Legal sector vulnerability gets expensive
3rd July 2024 • Park Plaza Victoria, London, UK
It should now be crystal clear to law firms that paying for better security makes good business sense
The costs of insecurity are rising fast – is it time to invest more in people and tech?
The number of reported cyber attacks on UK law firms has increased 36 per cent over the past year.
According to data by speciality reinsurance group Chaucer, there were 166 reported cyber breaches in 2021/22, this number jumped to 226 for 2022/23 (as of 30 September).
The National Cyber Security Centre (NCSC) cyber threat report 2023 also noted that nearly-three quarters of UK’s Top 100 law firms have been impacted by cyber-attacks.
Chaucer says that the large number of attacks against law firms has been driven by a belief amongst hackers that law firms are particularly vulnerable to ransomware attacks and threats from the hackers to publish information stolen online.
This is not just down to the extremely sensitive data that law firms hold on behalf of their clients, it’s the hackers’ near certainty that law firms will pay them to either unlock data they encrypt in ransomware attacks or pay “blackmail” in exchange for the hackers not publishing the law firm’s stolen data online.
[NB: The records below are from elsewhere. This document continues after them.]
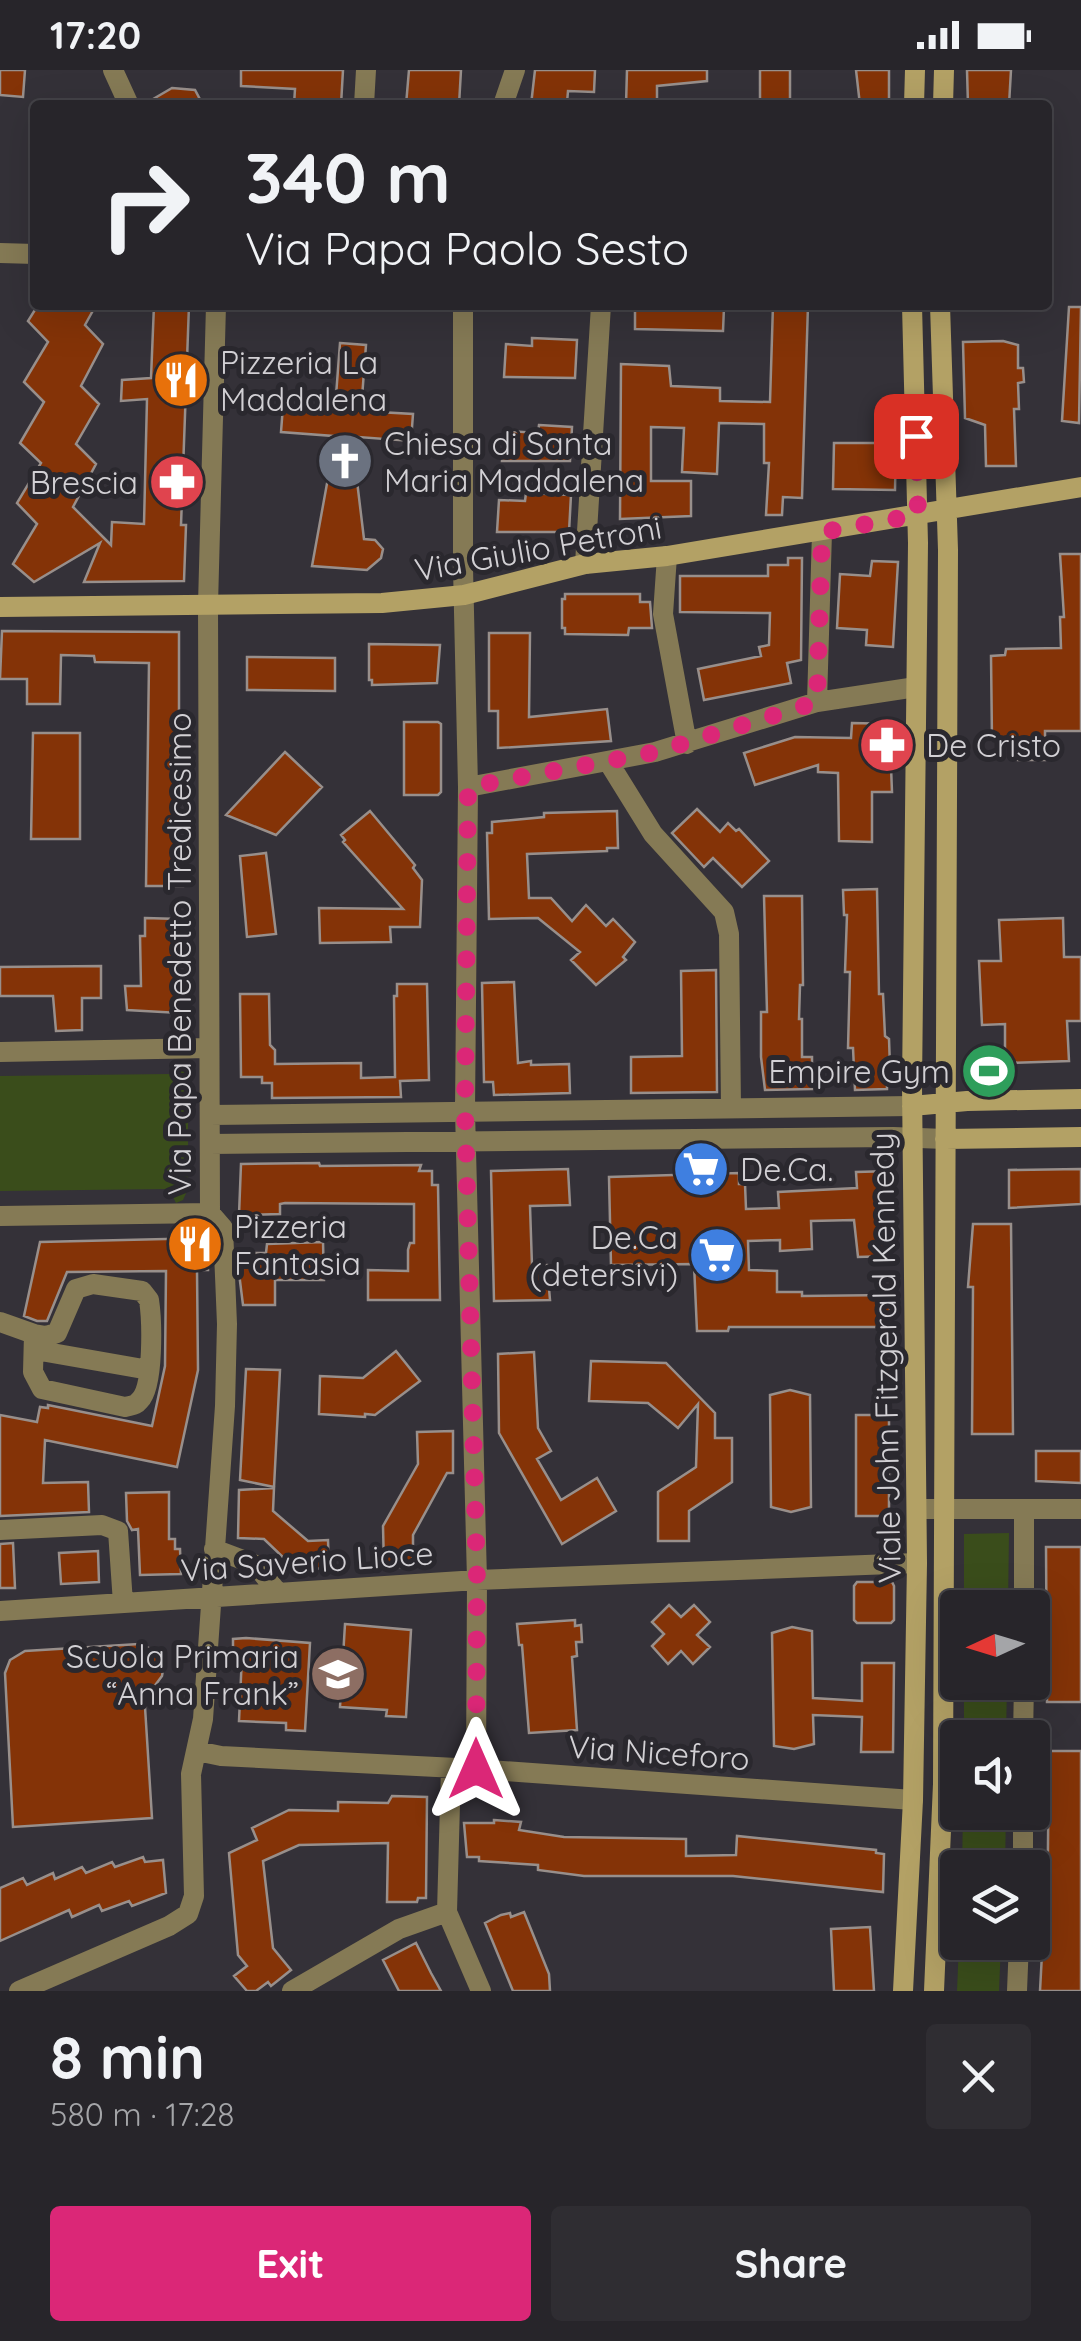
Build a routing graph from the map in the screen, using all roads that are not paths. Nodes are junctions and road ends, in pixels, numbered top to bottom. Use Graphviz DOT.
graph roads {
  1 [pos="113,70"];
  2 [pos="366,70"];
  3 [pos="516,70"];
  4 [pos="915,70"];
  5 [pos="944,70"];
  6 [pos="127,100"];
  7 [pos="364,100"];
  8 [pos="506,100"];
  9 [pos="914,100"];
  10 [pos="942,100"];
  11 [pos="0,253"];
  12 [pos="30,254"];
  13 [pos="216,310"];
  14 [pos="463,310"];
  15 [pos="601,310"];
  16 [pos="912,310"];
  17 [pos="940,310"];
  18 [pos="1081,487"];
  19 [pos="948,509"];
  20 [pos="918,515"];
  21 [pos="822,532"];
  22 [pos="667,556"];
  23 [pos="585,564"];
  24 [pos="464,595"];
  25 [pos="208,605"];
  26 [pos="0,607"];
  27 [pos="916,688"];
  28 [pos="817,702"];
  29 [pos="687,744"];
  30 [pos="609,763"];
  31 [pos="468,787"];
  32 [pos="209,1048"];
  33 [pos="0,1052"];
  34 [pos="1081,1099"];
  35 [pos="946,1102"];
  36 [pos="912,1106"];
  37 [pos="731,1107"];
  38 [pos="465,1111"];
  39 [pos="210,1115"];
  40 [pos="912,1137"];
  41 [pos="1081,1137"];
  42 [pos="945,1139"];
  43 [pos="466,1141"];
  44 [pos="210,1144"];
  45 [pos="210,1213"];
  46 [pos="0,1216"];
  47 [pos="0,1322"];
  48 [pos="34,1342"];
  49 [pos="149,1370"];
  50 [pos="917,1509"];
  51 [pos="944,1509"];
  52 [pos="1024,1510"];
  53 [pos="1081,1510"];
  54 [pos="0,1530"];
  55 [pos="214,1549"];
  56 [pos="917,1562"];
  57 [pos="477,1580"];
  58 [pos="1024,1590"];
  59 [pos="278,1593"];
  60 [pos="210,1598"];
  61 [pos="123,1603"];
  62 [pos="0,1611"];
  63 [pos="197,1750"];
  64 [pos="452,1768"];
  65 [pos="476,1769"];
  66 [pos="913,1800"];
  67 [pos="447,1912"];
  68 [pos="1018,1960"];
  69 [pos="18,1991"];
  70 [pos="292,1991"];
  71 [pos="481,1991"];
  72 [pos="904,1991"];
  73 [pos="934,1991"];
  74 [pos="1017,1991"];
  1 -- 6 [label="street"];
  2 -- 7 [label="street"];
  3 -- 8 [label="street"];
  4 -- 9 [label="main road"];
  5 -- 10 [label="main road"];
  11 -- 12 [label="street"];
  13 -- 25 [label="street, Via Papa Benedetto Tredicesimo"];
  14 -- 24 [label="street"];
  15 -- 23 [label="street"];
  16 -- 20 [label="main road, Viale John Fitzgerald Kennedy"];
  17 -- 19 [label="main road, Viale John Fitzgerald Kennedy"];
  18 -- 19 [label="main road, Via Giulio Petroni"];
  19 -- 20 [label="main road, Via Giulio Petroni"];
  19 -- 35 [label="main road, Viale John Fitzgerald Kennedy"];
  20 -- 21 [label="main road, Via Giulio Petroni"];
  20 -- 27 [label="main road, Viale John Fitzgerald Kennedy"];
  21 -- 22 [label="main road, Via Giulio Petroni"];
  21 -- 28 [label="street"];
  22 -- 23 [label="main road, Via Giulio Petroni"];
  22 -- 29 [label="street"];
  23 -- 24 [label="main road, Via Giulio Petroni"];
  24 -- 25 [label="main road, Via Giulio Petroni"];
  24 -- 31 [label="street"];
  25 -- 26 [label="main road, Via Giulio Petroni"];
  25 -- 32 [label="street, Via Papa Benedetto Tredicesimo"];
  27 -- 28 [label="street"];
  27 -- 36 [label="main road, Viale John Fitzgerald Kennedy"];
  28 -- 29 [label="street"];
  29 -- 30 [label="street"];
  30 -- 31 [label="street"];
  30 -- 37 [label="street"];
  31 -- 38 [label="street"];
  32 -- 33 [label="street"];
  32 -- 39 [label="street, Via Papa Benedetto Tredicesimo"];
  34 -- 35 [label="main road"];
  35 -- 36 [label="main road"];
  35 -- 42 [label="main road, Viale John Fitzgerald Kennedy"];
  36 -- 37 [label="street"];
  36 -- 40 [label="main road, Viale John Fitzgerald Kennedy"];
  37 -- 38 [label="street"];
  38 -- 39 [label="street"];
  38 -- 43 [label="street"];
  39 -- 44 [label="street, Via Papa Benedetto Tredicesimo"];
  40 -- 42 [label="street"];
  40 -- 43 [label="street"];
  40 -- 50 [label="main road, Viale John Fitzgerald Kennedy"];
  41 -- 42 [label="main road"];
  42 -- 51 [label="main road, Viale John Fitzgerald Kennedy"];
  43 -- 44 [label="street"];
  43 -- 57 [label="street"];
  44 -- 45 [label="street, Via Papa Benedetto Tredicesimo"];
  45 -- 46 [label="street"];
  45 -- 55 [label="street, Via Papa Benedetto Tredicesimo"];
  47 -- 48 [label="street"];
  48 -- 49 [label="street"];
  48 -- 49 [label="street"];
  48 -- 49 [label="street"];
  50 -- 51 [label="street"];
  50 -- 56 [label="main road, Viale John Fitzgerald Kennedy"];
  51 -- 52 [label="street"];
  51 -- 73 [label="main road, Viale John Fitzgerald Kennedy"];
  52 -- 53 [label="street"];
  52 -- 58 [label="street"];
  54 -- 61 [label="street"];
  55 -- 59 [label="street"];
  55 -- 60 [label="street, Via Papa Benedetto Tredicesimo"];
  56 -- 57 [label="street, Via Saverio Lioce"];
  56 -- 66 [label="main road, Viale John Fitzgerald Kennedy"];
  57 -- 59 [label="street, Via Saverio Lioce"];
  57 -- 65 [label="street"];
  59 -- 60 [label="street, Via Saverio Lioce"];
  60 -- 61 [label="street, Via Saverio Lioce"];
  60 -- 63 [label="street"];
  61 -- 62 [label="street, Via Saverio Lioce"];
  63 -- 64 [label="street, Via Niceforo"];
  63 -- 69 [label="street"];
  64 -- 65 [label="street, Via Niceforo"];
  64 -- 67 [label="street"];
  65 -- 66 [label="street, Via Niceforo"];
  66 -- 72 [label="main road, Viale John Fitzgerald Kennedy"];
  67 -- 70 [label="street"];
  67 -- 71 [label="street"];
  68 -- 74 [label="street"];
}
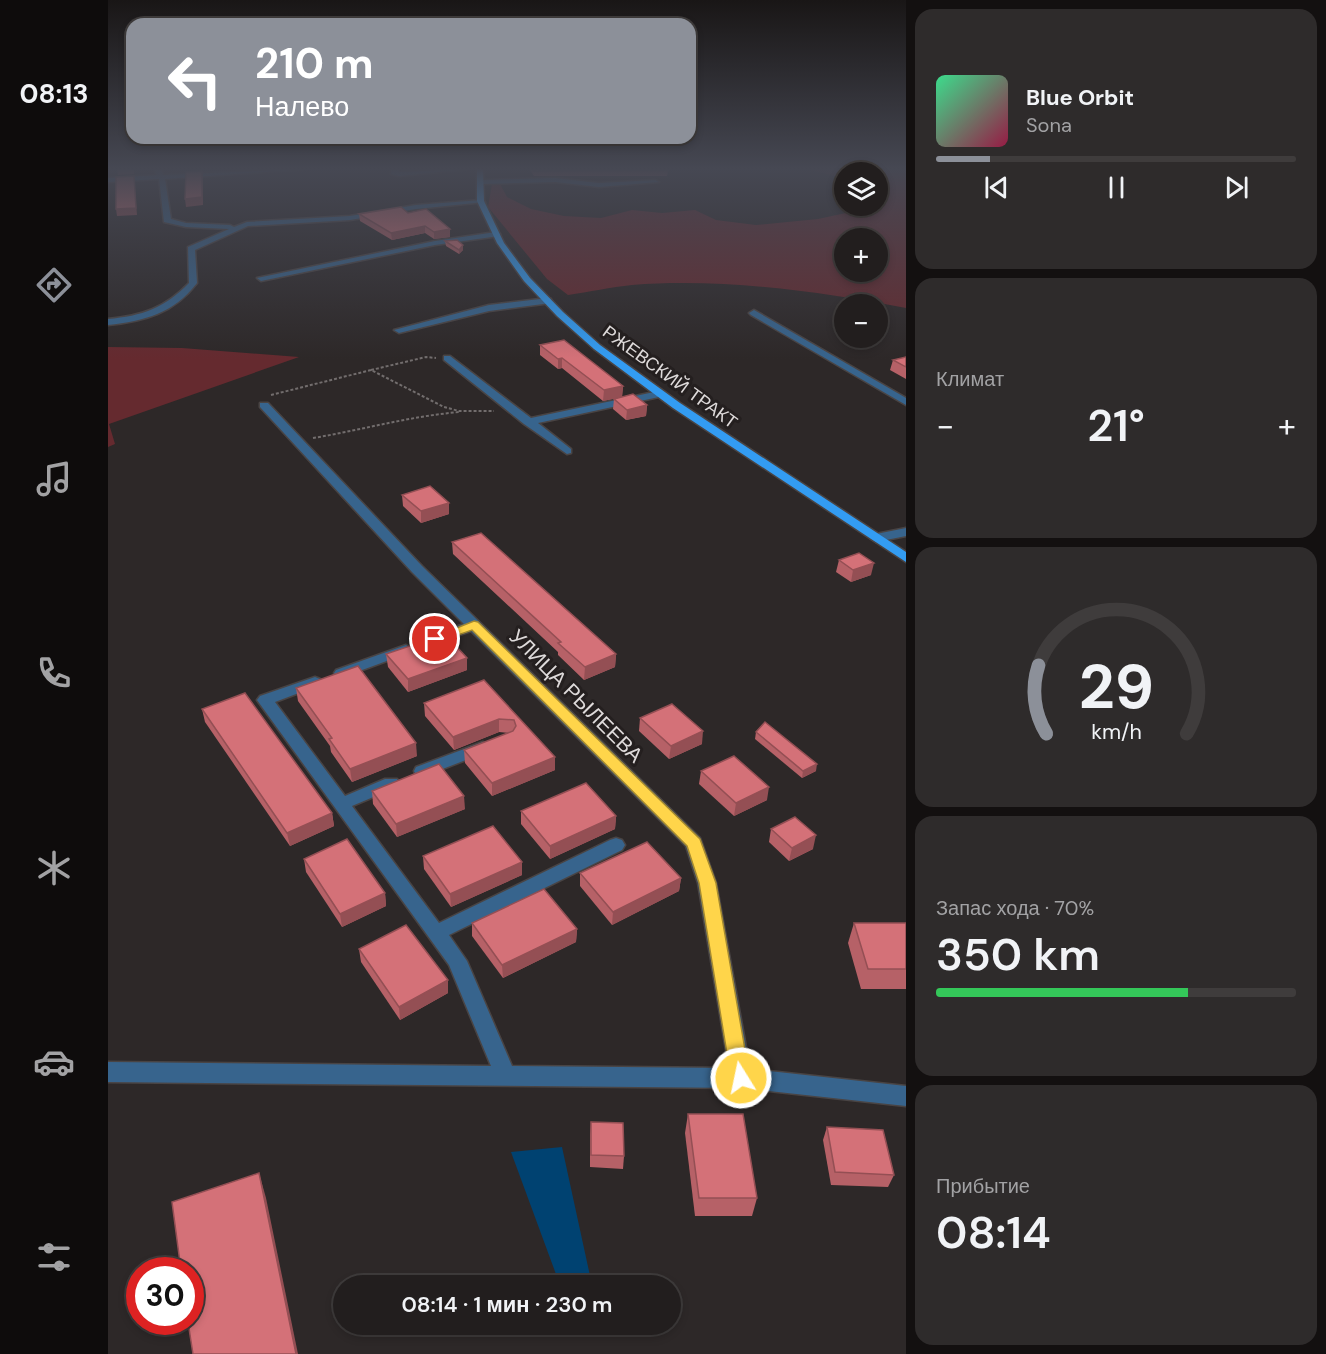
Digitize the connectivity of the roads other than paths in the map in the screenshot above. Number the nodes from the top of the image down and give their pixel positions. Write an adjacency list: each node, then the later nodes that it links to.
1 (225, 232): 6 (street)
2 (496, 234): 3 (street); 4 (main road, РЖЕВСКИЙ ТРАКТ)
3 (261, 278)
4 (548, 301): 7 (street); 9 (main road, РЖЕВСКИЙ ТРАКТ)
5 (754, 312): 10 (street)
6 (108, 322)
7 (399, 330)
8 (447, 358): 12 (street)
9 (659, 394): 12 (street); 15 (main road, РЖЕВСКИЙ ТРАКТ)
10 (906, 402)
11 (264, 405): 17 (street, УЛИЦА РЫЛЕЕВА)
12 (528, 422): 13 (street)
13 (567, 451)
14 (906, 532): 15 (street)
15 (876, 538): 16 (main road, РЖЕВСКИЙ ТРАКТ)
16 (906, 558)
17 (474, 625): 19 (street); 24 (street, УЛИЦА РЫЛЕЕВА)
18 (495, 742): 19 (street)
19 (341, 804): 21 (street)
20 (616, 845): 21 (street)
21 (436, 933): 23 (street)
22 (108, 1072): 23 (street)
23 (505, 1074): 24 (street)
24 (741, 1078): 25 (street)
25 (906, 1096)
In one recent Magic Circle attack, the firm involved will not say whether it paid the ransom – but its data was not leaked by Lockbit.
The financial costs (and reputational and legal issues) associated with paying ransoms are just the tip of the iceberg when it comes to the costs of serious incidents.
As well as all the internal remediation costs, depending on the types of information lost, organisations will now probably have to endure regulatory inspections and fines, as well as class action lawsuits from damaged clients and other third-parties.
U.S. law firm Orrick, Herrington & Sutcliffe has just had to update the number of affected parties to its data breach last year. The pool of victims quadrupled between its July and December disclosures to more than 630,000. These victims lost data including personally identifiable information such as names, addresses, email addresses, dates of birth, Social Security numbers, driver’s license numbers, passport numbers, financial account information, credit or debit card numbers and tax ID numbers. Health information was also stolen, including medical treatment or diagnosis information, claims information, health insurance ID numbers, healthcare providers, medical record numbers and account credentials.
The breach led to four consolidated lawsuits brought on behalf of hundreds of thousands of alleged victims of the breach and the firm has just announced that it has come to an undisclosed agreement to settle these suits. Clearly the cost will be extremely significant.
Orrick did not say how the threat actor gained access to its system or if it was extorted for a ransom. Lack of transparency is still a hallmark of the industry as few firms are listed.
So, what are the key challenges that Law Firms still struggle with? Are they more difficult to defend than other organisations? And does the scale and sensitivity of the data they hold mean they need to consider security measures unnecessary in other sectors?